Since my requirement was to hard wire and use the line out, I had to come up with my own custom cable. I constructed it using over the counter parts. To do this, I needed to start with a car charger that had a dock connector and line out. There are three car adapters that I have heard of that offer a line out:

I had not heard of the SiK adapter until after my project was done but I would not have used it anyway. The reason is that it has two cables and would require another plug in connection for the audio circuit. Each plug connection slightly reduces sound quality (in theory - don't know if my golden ears could actually hear it, though). This is the same problem I had with the Monster. The Monster had one more problem, though. When plugged into the doc connector, the 3.5mm audio jack sticks out to the right (click link above and look at the close up pictures), making it awkward in a vehicle (at least left hand drive vehicles). I settled on the Belkin for three very important reasons:

  • Single cable design

  • Open box can be found on eBay for ~$10

  • You can chop off the amplifier portion and have a good starting point for your harness

Once you have the Belkin connector, do the following:

  • Unscrew the retainer (pictured below - it's the part at the far right and has two flat sides)

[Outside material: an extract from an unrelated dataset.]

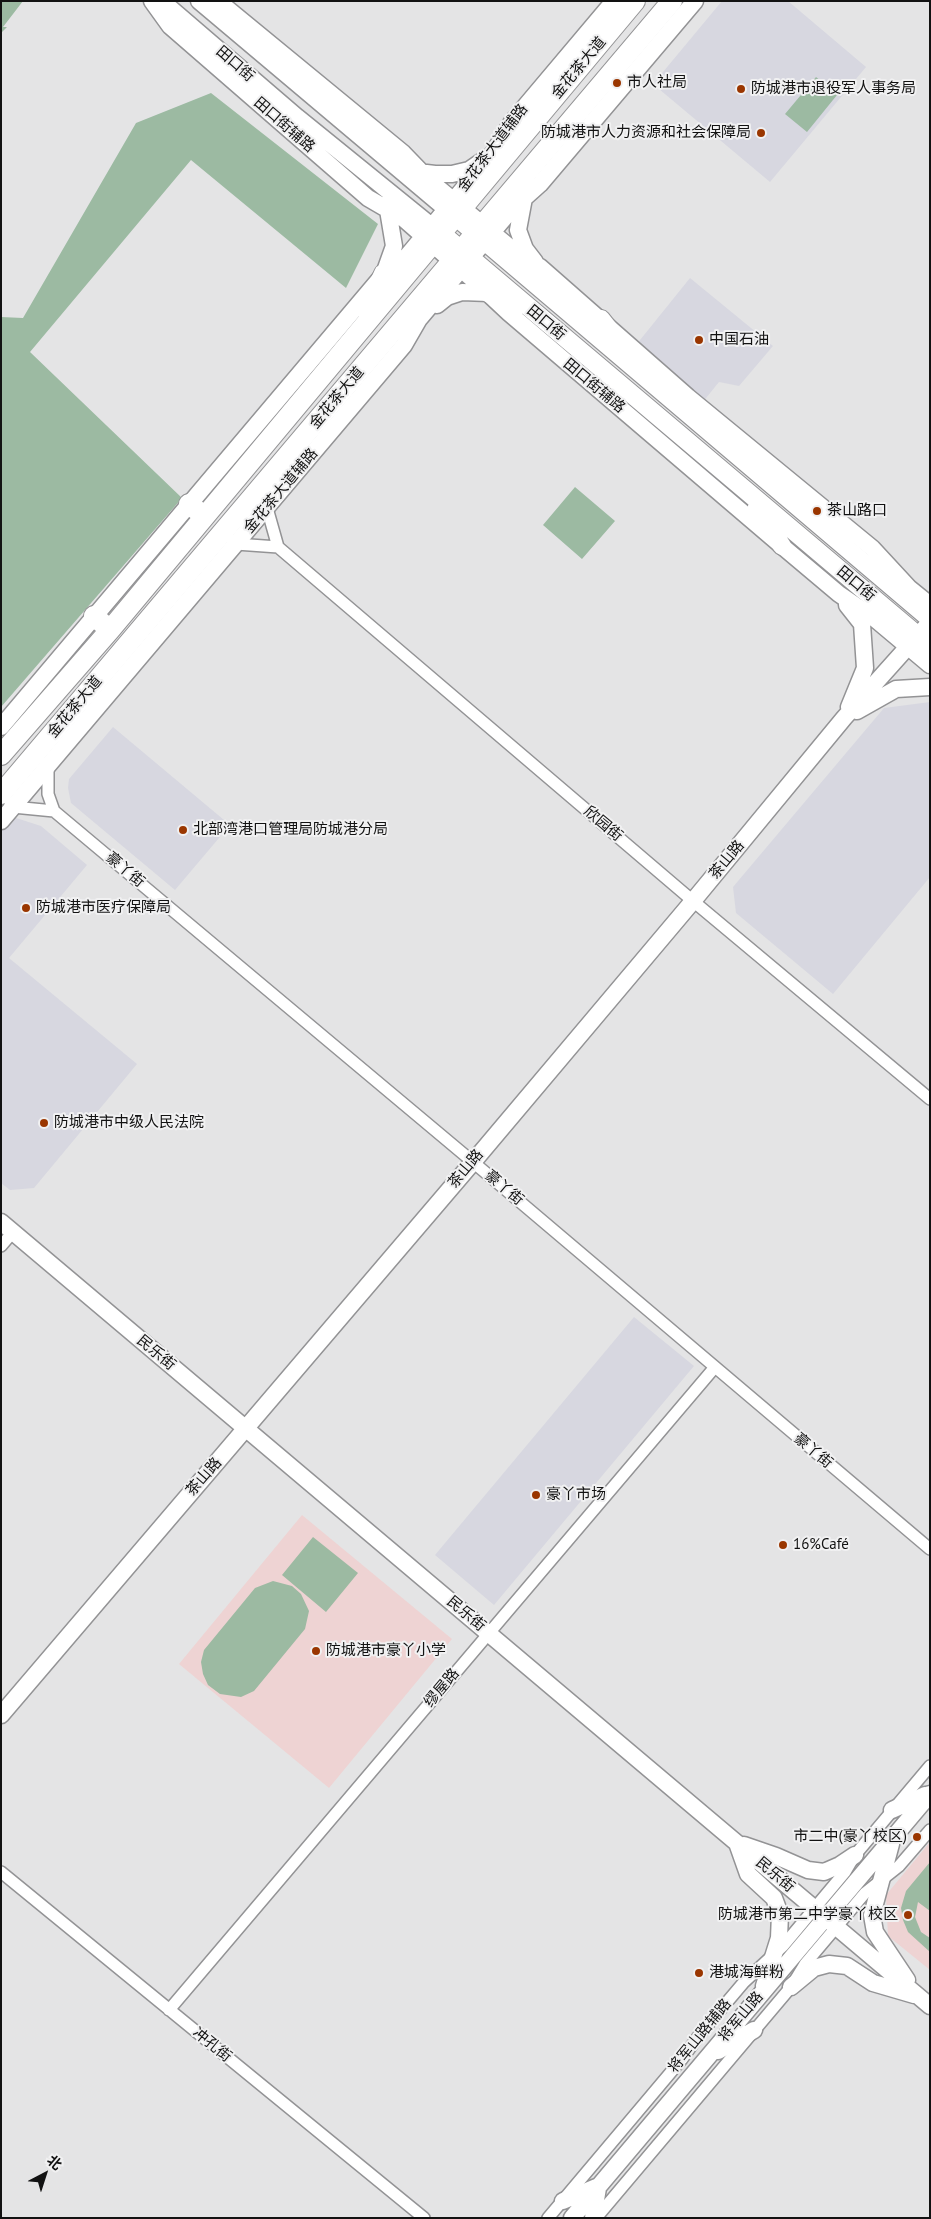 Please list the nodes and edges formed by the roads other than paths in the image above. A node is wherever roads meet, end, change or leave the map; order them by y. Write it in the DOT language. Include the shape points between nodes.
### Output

  • The pin and fuse will then fall out out and the spring might too

  • Next, pop off the little metal ring that is left with a small screw driver driver

  • Now you can wiggle the first part of the gray plastic case out (top most plastic piece in the picture)

  • Now you can pop out the bottom gray plastic piece with wire harness and amplifier circuit board from the white plastic bulb. Grasp the plastic bulb in one hand and push up slightly on the gray plastic with the other hand. It should pop free and pull out.

  • Free the metal power and ground contacts. These are the spring metal pieces in about the center of the picture below.

  • There is a little part of the lower gray housing that acts as a retainer clip to hold the circuit board in place. Hold this back with a small screw driver and wiggle the circuit board free.

  • Once you have the parts wiggled free, you can snip the wires. Snip them as close to the circuit board as possible to maintain the length. You will be left with the harness still poking through the lower gray plastic housing. Since you can't slide the harness back through, you need to snip away the gray housing with a pair of side cutters until the cable is free.

  • Throw everything away except the cable

By the way, the circuit is nothing more than a cheap line level amplifier. Nothing is done to the power signal (it's "pass-through" according to Belkin tech support).

Here's what you want to end up with. Referring to the picture below and going from top to bottom, here is the wiring pin out:

  • Thin Black wire:
    This is one of three ground wires. It is the same type of a wire as the white, red, green and yellow wires.

  • Red wire:
    This is power, +12VDC. I called Belkin tech support and they said that power is just pass-through (the front line support guy was good enough to check with engineering with little pressure from me). In other words, the voltage can actually be anywhere between 11 volts (if you have a bad battery and the car isn't running) and 14.5 volts (car running). The iPod can apparently handle this variance, perhaps by way of a Zener diode; only Apple knows. Anyway, just to be sure, I verified this with my handy Fluke meter. It is indeed pass-through voltage from the car.

  • White wire:
    Connect this to one end of a 1/4 watt 1 mega-ohm resistor and connect the other end of the resistor to ground. You can pick up a package of these resistors at Radio Shack for about $1. Part number is 271-1356. The other end of the resistor is the second of the three ground wires. I didn't experiment much and do not know what purpose the white wire with resistor to ground actually serves. I may experiment with this later or call Belkin. Anyway, I'll update this page with the results.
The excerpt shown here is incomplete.